Juvenoids such as hydroprene and methoprene are very
useful in confined environments such as greenhouses,
houses and storage buildings.
c. Natural plant regulators
Natural plant regulators are chemicals
produced by plants that have inhibitory, stimulatory,
or other modifying effects on the same or other species
of plants. Some of these are termed "plant hormones" or
"phytohormones".
Some examples of plant growth
regulators (PGRs) are as follows:
* Auxins-compounds induce elongation in
the cells of shoots. In 1934, it was discovered that
auxins enhance the rooting of cuttings. Further uses of
this PGR are for the thinning of fruits and the
increasing of flowering. Auxins are formed within the
plants from auxin precursors. Manufactured products
with similar activity are indoleacetic acid,
B-naphthaleneacetic acid and 2,4-D.
* Gibberellins or gibberellic acid
derivatives are substances which stimulate cell
division and cell elongation through the induction of
increased enzyme production in the cell. They occur
naturally in all plants. Gibberellins are used to
increase stalk length, delay yellowing, break dormancy
in seed potatoes, increase fruit set and yields etc.

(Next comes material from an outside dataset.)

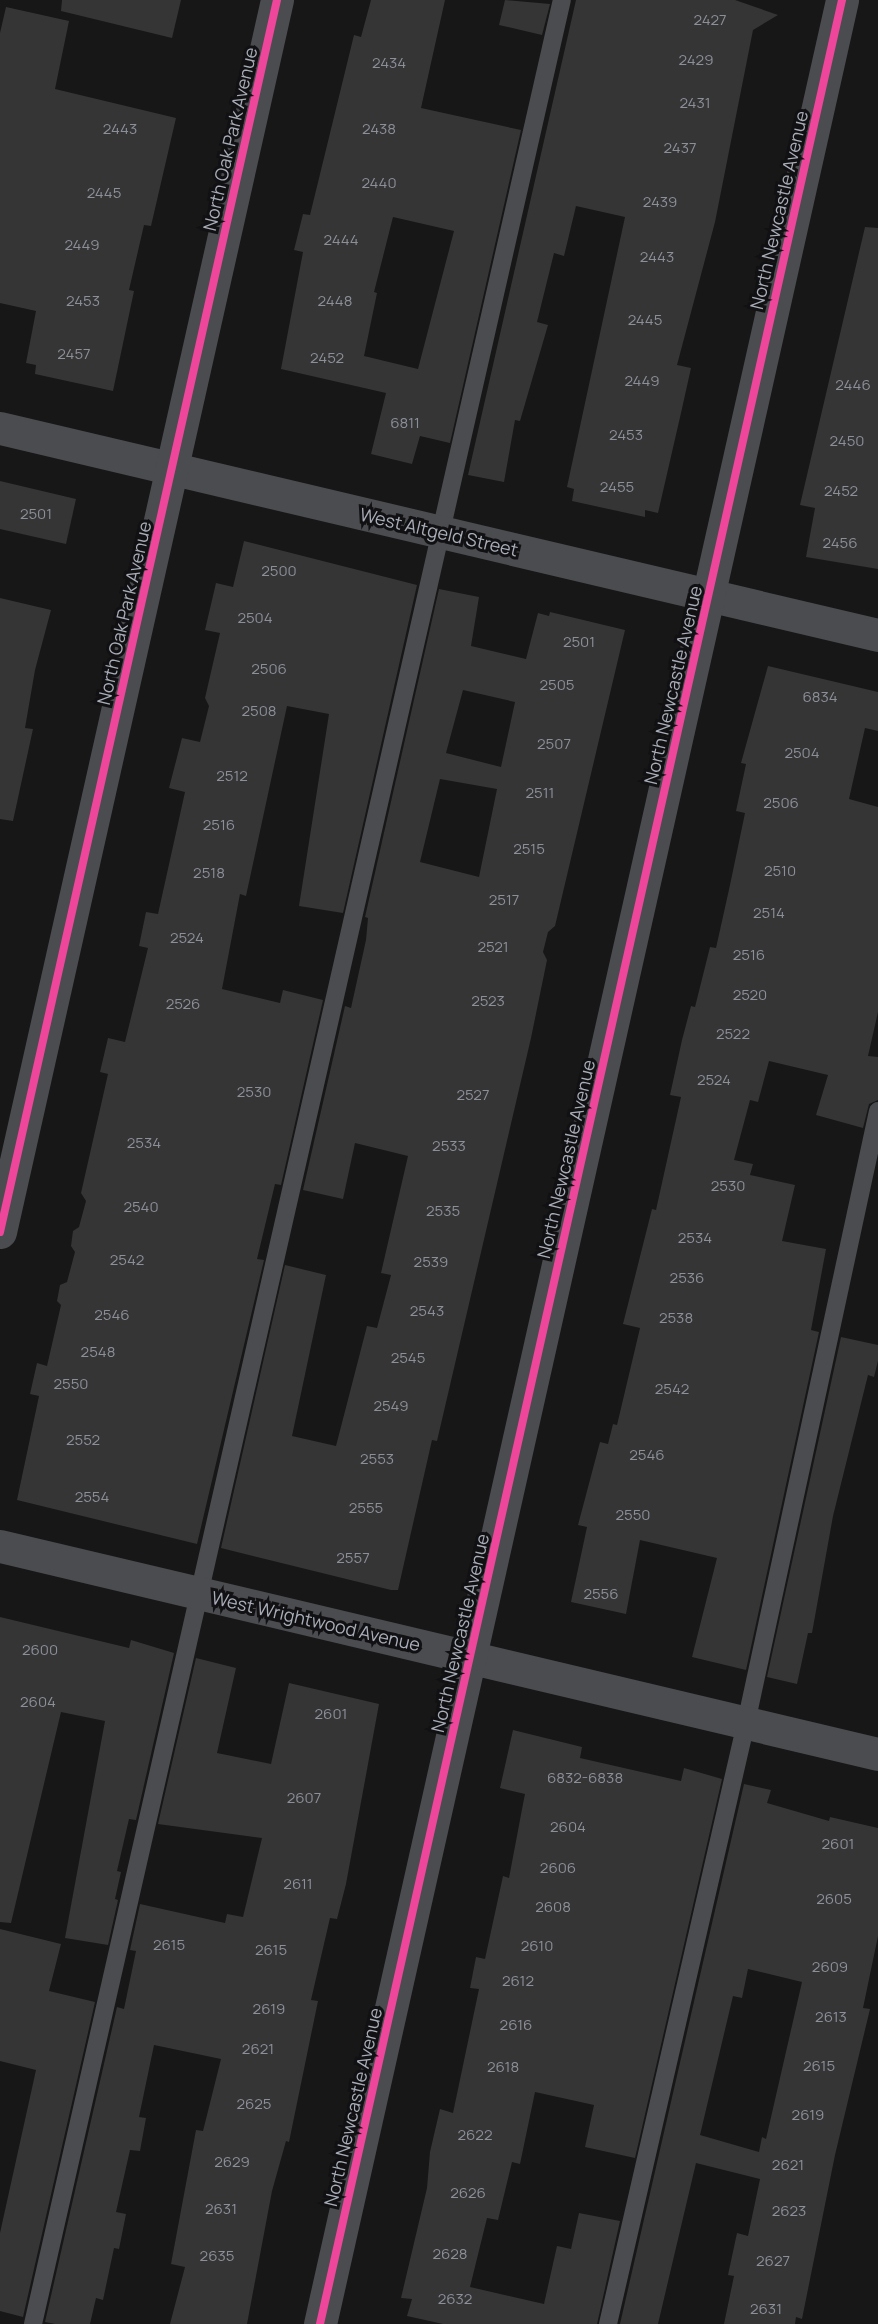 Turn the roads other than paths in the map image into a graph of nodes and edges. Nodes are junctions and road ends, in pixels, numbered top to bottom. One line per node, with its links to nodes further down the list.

* Cytokinins are naturally occurring or
manufactured substances that induce cell division and
the regulation of differentiation in plant parts. These
compounds were discovered in 1955 and their usefulness
lies in prolonging the storage life of green
vegetables, cut flowers and mushrooms. Zeatin is a
natural substance, whereas kinetin and adenine are
synthetic cytokenins.
* Inhibitors are substances that
interfere with a physiological process in plants
regulating growth, germination of seeds, or the action
of hormones, gibberellins and auxines. Inhibitors that
occur naturally in plants are usually hormones.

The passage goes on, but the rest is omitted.